Au petit matin du 27 septembre 2020, deux agents de police du SPRD, qui enquêtaient à la suite du signalement de l’activité suspecte d’un véhicule automobile sur la rue Simcoe, à Beaverton, ont interagi avec le plaignant, qui conduisait un VTT. Le VTT du plaignant s’est écrasé, et le plaignant a subi des fractures à l’omoplate et à quatre côtes gauches. L’un de ces deux agents a été identifié comme étant l’agent impliqué aux fins de l’enquête de l’UES. L’autre, l’AT no 1, a été identifié comme agent témoin. Après avoir évalué les éléments de preuve, j’estime qu’il n’y a aucun motif raisonnable de croire que l’un ou l’autre de ces agents ait commis une infraction criminelle dans le cadre de son interaction avec le plaignant.

Avant d’examiner la question de savoir si les actes des agents constituaient l’acte criminel de conduite dangereuse d’un véhicule à moteur causant des lésions corporelles, en contravention du paragraphe 320.13 (2) du Code criminel, il est utile de considérer les motifs de l’AI et l’AT no 1 d’arrêter le plaignant. L’AI et l’AT no 1 pouvaient arrêter le plaignant parce qu’il conduisait un VTT sur une voie publique, en contravention du paragraphe 191.8 (1) du Code de la route, ou parce qu’il conduisait un véhicule sur une voie publique sans plaque d’immatriculation, en contravention de l’alinéa 7 (1) b) du Code de la route. On peut également faire valoir que le plaignant, en roulant la nuit au centre de la chaussée, conduisait imprudemment, en contravention du paragraphe 130 (1) du Code de la route. Pour cette raison, je suis convaincu que le fait d’intercepter le VTT était légal.

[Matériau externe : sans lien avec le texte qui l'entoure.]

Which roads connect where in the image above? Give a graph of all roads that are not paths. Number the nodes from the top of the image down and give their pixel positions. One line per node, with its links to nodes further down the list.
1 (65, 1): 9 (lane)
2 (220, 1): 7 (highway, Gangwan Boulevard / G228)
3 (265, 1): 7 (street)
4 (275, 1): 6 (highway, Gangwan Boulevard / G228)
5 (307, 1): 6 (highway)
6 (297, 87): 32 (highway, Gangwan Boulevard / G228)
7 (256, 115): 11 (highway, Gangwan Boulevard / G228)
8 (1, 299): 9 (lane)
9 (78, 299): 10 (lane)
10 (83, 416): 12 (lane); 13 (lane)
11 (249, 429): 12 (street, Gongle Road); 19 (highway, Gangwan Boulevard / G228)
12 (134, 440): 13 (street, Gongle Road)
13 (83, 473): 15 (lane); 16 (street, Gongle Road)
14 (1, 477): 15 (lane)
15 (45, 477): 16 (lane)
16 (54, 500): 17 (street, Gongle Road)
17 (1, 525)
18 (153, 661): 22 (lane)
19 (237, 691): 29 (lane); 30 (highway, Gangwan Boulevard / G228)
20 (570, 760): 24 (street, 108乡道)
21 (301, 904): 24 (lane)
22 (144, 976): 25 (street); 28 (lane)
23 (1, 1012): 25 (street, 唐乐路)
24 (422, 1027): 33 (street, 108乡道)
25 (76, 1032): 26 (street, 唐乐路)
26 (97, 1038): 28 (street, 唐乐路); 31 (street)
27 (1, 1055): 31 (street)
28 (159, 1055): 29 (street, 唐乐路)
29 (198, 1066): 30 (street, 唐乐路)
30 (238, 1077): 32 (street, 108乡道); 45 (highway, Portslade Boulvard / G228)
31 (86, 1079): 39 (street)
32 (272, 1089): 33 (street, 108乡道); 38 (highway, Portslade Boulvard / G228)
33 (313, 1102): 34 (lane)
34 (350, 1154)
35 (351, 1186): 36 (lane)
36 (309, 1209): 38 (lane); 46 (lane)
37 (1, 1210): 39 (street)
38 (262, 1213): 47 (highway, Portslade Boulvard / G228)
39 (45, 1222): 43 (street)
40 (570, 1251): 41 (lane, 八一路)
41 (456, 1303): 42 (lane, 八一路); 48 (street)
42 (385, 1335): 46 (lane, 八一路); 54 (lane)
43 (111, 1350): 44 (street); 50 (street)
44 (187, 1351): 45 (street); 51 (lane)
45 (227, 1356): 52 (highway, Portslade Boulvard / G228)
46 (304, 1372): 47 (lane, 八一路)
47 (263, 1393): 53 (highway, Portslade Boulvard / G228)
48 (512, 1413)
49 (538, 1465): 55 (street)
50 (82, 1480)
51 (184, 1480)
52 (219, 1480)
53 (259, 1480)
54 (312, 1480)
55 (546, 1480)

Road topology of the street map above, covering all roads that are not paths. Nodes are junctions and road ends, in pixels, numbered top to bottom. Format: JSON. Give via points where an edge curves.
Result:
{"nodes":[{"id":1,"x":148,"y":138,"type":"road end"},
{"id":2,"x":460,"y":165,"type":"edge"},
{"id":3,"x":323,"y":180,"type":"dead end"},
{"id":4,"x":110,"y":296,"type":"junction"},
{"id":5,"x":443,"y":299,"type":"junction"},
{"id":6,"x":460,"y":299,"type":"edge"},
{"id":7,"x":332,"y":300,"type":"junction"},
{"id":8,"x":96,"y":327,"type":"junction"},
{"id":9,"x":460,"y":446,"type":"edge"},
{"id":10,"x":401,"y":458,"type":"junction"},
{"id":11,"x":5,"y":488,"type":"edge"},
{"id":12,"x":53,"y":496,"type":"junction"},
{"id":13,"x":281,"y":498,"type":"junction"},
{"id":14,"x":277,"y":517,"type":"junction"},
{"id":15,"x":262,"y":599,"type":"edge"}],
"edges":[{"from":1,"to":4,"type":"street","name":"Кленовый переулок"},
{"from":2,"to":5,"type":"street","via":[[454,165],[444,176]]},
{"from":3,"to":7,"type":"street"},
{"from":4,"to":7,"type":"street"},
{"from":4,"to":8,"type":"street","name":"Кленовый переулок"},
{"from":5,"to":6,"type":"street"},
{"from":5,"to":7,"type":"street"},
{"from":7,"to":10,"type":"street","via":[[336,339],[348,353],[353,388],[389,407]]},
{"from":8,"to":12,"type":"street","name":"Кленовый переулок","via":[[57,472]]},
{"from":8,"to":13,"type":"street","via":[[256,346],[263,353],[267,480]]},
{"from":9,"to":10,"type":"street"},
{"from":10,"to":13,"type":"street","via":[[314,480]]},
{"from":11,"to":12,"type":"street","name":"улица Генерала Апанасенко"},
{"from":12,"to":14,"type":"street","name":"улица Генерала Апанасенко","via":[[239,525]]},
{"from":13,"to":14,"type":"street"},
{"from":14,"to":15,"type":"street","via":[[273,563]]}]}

Cependant, même une interpellation légale par la police peut être associée à un comportement illégal – comme la conduite imprudente d’un véhicule causant des lésions corporelles. On ne peut cependant pas dire qu’une telle situation s’est produite en l’espèce. En effet, aucun des deux agents, dans leurs rapports avec le plaignant, n’a dépassé la limite de vitesse, ne s’est engagé dans une poursuite du plaignant ou n’a créé un barrage avec sa voiture de police qui n’aurait laissé au plaignant d’autre choix que d’entrer en collision. Au contraire, les deux agents ont fait très attention d’aligner leurs véhicules, laissant ainsi au plaignant la possibilité de les contourner. C’est ce que le plaignant a choisi de faire, plutôt que d’immobiliser son VTT et, ce faisant, a écrasé son véhicule.

Il n’y a donc pas lieu de déposer des accusations criminelles dans cette affaire, et le dossier est clos.



Date : 21 décembre 2020

Approuvé par voie électronique par

Joseph Martino
Directeur
Unité des enquêtes spéciales

Note:

La version originale anglaise signée du rapport fait autorité. En cas de divergence entre cette version et les versions anglaise ou française en ligne, la version originale anglaise signée du rapport l’emporte.